Recently I dug up a bunch of random oddities from this period. Did you know that Cheikh Mbodj once played 31 minutes without attempting a shot? Did you know that the player with the most points scored in a regulation game other than Sean Kilpatrick was JaQuon Parker? Did you know that the most dominant offensive rebounding performance came from Jermaine Sanders?

During this process I stumbled across Cheikh Mbodj's senior season. His stat line was awesome, but it made me want to pinpoint the most underrated season of the MCTE. For my methodology, I looked at the top 3-5 players from each of the past few seasons and set my parameters based on them. I wanted to find the core players from the last eight seasons and go down the list until I thought "Huh, nobody talks about how great X player was as a sophomore."

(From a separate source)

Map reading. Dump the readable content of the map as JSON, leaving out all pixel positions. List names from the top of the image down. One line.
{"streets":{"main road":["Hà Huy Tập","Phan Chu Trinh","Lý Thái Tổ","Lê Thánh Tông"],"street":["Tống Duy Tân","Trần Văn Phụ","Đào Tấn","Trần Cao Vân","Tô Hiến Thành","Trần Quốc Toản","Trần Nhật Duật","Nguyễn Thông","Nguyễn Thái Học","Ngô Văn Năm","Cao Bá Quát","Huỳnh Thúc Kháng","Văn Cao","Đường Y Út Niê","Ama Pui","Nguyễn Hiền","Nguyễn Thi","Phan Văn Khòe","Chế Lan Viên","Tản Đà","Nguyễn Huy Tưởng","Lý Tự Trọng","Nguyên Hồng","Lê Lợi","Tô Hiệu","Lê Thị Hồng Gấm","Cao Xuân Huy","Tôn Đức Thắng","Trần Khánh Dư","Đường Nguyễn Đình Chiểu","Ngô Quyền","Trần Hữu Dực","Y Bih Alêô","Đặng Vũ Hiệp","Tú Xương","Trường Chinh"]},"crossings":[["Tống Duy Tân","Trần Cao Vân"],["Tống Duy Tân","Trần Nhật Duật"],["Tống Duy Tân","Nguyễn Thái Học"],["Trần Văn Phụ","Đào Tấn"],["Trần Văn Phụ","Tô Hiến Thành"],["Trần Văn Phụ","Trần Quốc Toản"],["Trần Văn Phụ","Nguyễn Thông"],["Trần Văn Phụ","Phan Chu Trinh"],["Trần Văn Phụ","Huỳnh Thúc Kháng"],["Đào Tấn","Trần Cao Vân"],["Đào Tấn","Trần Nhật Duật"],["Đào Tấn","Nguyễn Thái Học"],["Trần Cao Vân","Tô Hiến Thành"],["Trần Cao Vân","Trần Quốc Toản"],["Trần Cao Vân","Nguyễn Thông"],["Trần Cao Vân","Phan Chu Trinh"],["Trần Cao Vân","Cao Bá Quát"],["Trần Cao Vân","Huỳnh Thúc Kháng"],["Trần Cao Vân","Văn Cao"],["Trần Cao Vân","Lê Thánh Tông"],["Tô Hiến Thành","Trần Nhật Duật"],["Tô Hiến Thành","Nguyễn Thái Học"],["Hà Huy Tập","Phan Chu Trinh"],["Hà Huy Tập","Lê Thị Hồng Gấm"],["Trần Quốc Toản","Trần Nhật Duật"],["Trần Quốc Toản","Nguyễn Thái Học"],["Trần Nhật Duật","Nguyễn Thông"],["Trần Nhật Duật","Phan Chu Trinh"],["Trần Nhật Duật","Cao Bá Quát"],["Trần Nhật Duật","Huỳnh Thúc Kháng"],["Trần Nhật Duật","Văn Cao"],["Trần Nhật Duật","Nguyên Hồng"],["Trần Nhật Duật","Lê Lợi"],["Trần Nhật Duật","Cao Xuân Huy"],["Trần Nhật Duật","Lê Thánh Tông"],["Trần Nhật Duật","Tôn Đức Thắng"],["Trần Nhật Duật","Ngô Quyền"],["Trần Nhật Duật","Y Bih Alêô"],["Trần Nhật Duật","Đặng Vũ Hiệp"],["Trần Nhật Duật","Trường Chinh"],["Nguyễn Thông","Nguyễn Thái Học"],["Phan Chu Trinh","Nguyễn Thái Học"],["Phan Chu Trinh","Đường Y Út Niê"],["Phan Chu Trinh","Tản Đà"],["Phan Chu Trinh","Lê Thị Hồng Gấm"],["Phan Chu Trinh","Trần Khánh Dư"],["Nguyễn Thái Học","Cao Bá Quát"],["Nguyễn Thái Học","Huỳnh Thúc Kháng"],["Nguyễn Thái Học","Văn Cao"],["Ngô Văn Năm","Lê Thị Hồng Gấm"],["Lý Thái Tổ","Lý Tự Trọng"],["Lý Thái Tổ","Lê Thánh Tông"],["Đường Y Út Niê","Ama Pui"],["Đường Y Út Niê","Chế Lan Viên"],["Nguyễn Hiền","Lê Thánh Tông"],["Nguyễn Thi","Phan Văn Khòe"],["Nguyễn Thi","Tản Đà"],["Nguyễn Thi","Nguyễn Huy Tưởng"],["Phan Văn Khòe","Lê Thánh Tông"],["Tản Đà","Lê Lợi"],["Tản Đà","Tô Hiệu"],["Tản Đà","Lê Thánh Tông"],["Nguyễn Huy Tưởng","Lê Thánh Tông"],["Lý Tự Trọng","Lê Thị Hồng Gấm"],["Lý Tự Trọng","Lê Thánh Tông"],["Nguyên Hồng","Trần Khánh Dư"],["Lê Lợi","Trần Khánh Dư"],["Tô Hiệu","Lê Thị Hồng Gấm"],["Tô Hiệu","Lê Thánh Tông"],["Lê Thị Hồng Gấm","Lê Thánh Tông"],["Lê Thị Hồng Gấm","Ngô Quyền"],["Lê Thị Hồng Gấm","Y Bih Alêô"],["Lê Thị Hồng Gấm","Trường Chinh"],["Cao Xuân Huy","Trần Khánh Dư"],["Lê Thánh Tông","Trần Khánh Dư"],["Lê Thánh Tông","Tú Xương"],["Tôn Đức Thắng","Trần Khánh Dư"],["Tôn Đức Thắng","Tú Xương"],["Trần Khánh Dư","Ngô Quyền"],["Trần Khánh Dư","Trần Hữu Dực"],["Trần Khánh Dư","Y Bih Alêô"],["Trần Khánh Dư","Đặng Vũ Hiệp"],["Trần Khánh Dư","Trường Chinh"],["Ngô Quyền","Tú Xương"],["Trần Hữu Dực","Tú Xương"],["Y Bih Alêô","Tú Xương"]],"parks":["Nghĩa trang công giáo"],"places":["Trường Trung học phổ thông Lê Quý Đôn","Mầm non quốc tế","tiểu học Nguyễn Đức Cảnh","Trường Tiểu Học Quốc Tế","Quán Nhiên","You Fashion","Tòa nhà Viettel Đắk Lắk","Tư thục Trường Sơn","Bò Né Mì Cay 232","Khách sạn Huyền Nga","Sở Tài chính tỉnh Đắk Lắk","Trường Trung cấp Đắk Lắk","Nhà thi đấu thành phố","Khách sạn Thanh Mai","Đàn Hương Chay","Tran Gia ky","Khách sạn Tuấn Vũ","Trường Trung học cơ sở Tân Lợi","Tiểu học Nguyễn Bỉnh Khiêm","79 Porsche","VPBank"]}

Here's my criteria. It's pretty arbitrary, but this is my blog. If you come up with different criteria and it leads you to a different player, let me know! This is all subjective.

  • Win Shares >= 3. Win shares are kind of a cool stat. You can read about them here. Basically the idea is that you can kinda calculate, through raw statistics, how many "wins" a player is worth over the course of the season. For example: Gary Clark was worth 7.8 Win Shares this past season. That is an insane number. If we're going to find an "underrated" player, we gotta lower the bar. I settled on 3 because that encompasses the Top 5 (with Broome over Jenifer) from this past season.
  • Box Plus/Minus >= 5. This calculates how many points per 100 possessions a player contributed compared to an average player on an average team. Like Win Shares, 5 here is nothing earth shattering. Good players will give you double digits and the defensive side of things can nearly get negative offensive players to 5 in this category. Again, I settled on 5 BPM because it encompasses the Top 5 players from 2017-18.
  • Effective FG% >= 50%. This was my final bit of criteria. This just knocks out players who aren't efficient enough for my standards. Again, an eFG% of 50% is nothing incredible. However we aren't looking for incredible, and I think this is a pretty fair baseline for a sufficiently efficient player.

I crunched the numbers (pressed Enter) and waited for the results before anxiously scanning the list for something that jumped out. There was a clear answer.

And our winner is ... Farad Cobb. I think his senior season in 2015-16 was the most underrated season of the Mick Cronin Tournament Era. Look at his company on this list: Gary Clark (x4), Sean Kilpatrick (x3), Jacob Evans (x2), Octavius Ellis (x2), Justin Jackson, Yancy Gates, Troy Caupain, Jarron Cumberland, and Cane Broome. (Honestly, Broome would've been a good candidate for this award if his season hadn't ended a month ago. Hard to feel underrated when we all just watched it happen and loved his contribution to the team.)

Cobb easily feels like the most overlooked on this list. Consider this:

  • He was second on the team in scoring behind Troy Caupain.
  • He played just 26.8 minutes per night.
  • His 39.4% from deep is #4 in the MCTE behind seasons from Jacob Evans, Troy Caupain, and JaQuon Parker.
  • He produced an estimated 286 points in 2015-16, more than potential 1st round draft pick Jacob Evans did that season.
  • In the MCTE, a Bearcat has made six three-pointers in a game just 15 times. Here are the ones to do it multiple times: Sean Kilpatrick, Cashmere Wright, and Farad Cobb (three times total; twice in 2015-16).
  • His best game that season saw him score 21 points in just 27 minutes against Tulsa. There are just a few guys to do that in the MCTE, and only Jarron Cumberland and Kyle Washington have done it since.

Was Cobb the best player on that team? No. He had his fair share of defensive shortcomings and wasn't the most efficient scorer at the end of the day. But when looking at the core pieces over the last eight seasons, I think he's the one that gets the least credit. His contributions that season were a major reason behind Cincinnati's tournament berth that the sports gods desperately tried to prevent with a series of heartbreaking losses.

Also I'd tweet "COBBOOM" (number of Os may vary) when he made threes, and that was fun.